## EXERCISE GOAL
Give only the number of lines in these records that include "Rouquet".

BEGIN PROVIDED RECORDS

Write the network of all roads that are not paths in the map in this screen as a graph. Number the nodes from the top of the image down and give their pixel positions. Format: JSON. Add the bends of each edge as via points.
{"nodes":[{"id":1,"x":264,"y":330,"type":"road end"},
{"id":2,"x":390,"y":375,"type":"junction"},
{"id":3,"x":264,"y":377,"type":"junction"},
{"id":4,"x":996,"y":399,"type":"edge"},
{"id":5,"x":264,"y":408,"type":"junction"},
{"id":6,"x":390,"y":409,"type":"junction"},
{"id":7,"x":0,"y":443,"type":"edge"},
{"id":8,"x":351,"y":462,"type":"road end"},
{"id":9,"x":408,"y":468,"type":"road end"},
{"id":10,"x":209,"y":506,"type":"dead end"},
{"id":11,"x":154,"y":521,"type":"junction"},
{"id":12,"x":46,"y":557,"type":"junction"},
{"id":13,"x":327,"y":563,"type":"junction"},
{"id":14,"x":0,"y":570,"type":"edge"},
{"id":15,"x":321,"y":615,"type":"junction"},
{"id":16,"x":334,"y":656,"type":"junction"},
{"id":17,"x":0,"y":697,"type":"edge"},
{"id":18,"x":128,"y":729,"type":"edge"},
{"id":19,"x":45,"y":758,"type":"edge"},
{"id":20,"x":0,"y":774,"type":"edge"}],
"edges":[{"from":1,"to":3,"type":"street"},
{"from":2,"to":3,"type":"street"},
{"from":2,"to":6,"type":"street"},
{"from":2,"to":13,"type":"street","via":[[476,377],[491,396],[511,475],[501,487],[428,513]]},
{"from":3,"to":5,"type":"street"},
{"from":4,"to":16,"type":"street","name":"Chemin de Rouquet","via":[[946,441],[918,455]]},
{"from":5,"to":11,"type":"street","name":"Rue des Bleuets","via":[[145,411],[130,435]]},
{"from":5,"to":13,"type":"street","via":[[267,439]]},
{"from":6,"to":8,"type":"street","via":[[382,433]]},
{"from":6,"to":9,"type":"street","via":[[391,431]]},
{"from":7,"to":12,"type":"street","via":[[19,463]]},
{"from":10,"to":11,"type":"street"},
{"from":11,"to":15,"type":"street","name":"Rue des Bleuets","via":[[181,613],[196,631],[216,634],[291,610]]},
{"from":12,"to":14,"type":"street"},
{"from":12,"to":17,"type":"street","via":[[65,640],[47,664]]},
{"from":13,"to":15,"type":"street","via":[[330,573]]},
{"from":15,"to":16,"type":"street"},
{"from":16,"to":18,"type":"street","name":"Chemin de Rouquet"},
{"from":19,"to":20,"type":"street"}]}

END PROVIDED RECORDS

## TASK RESPONSE
2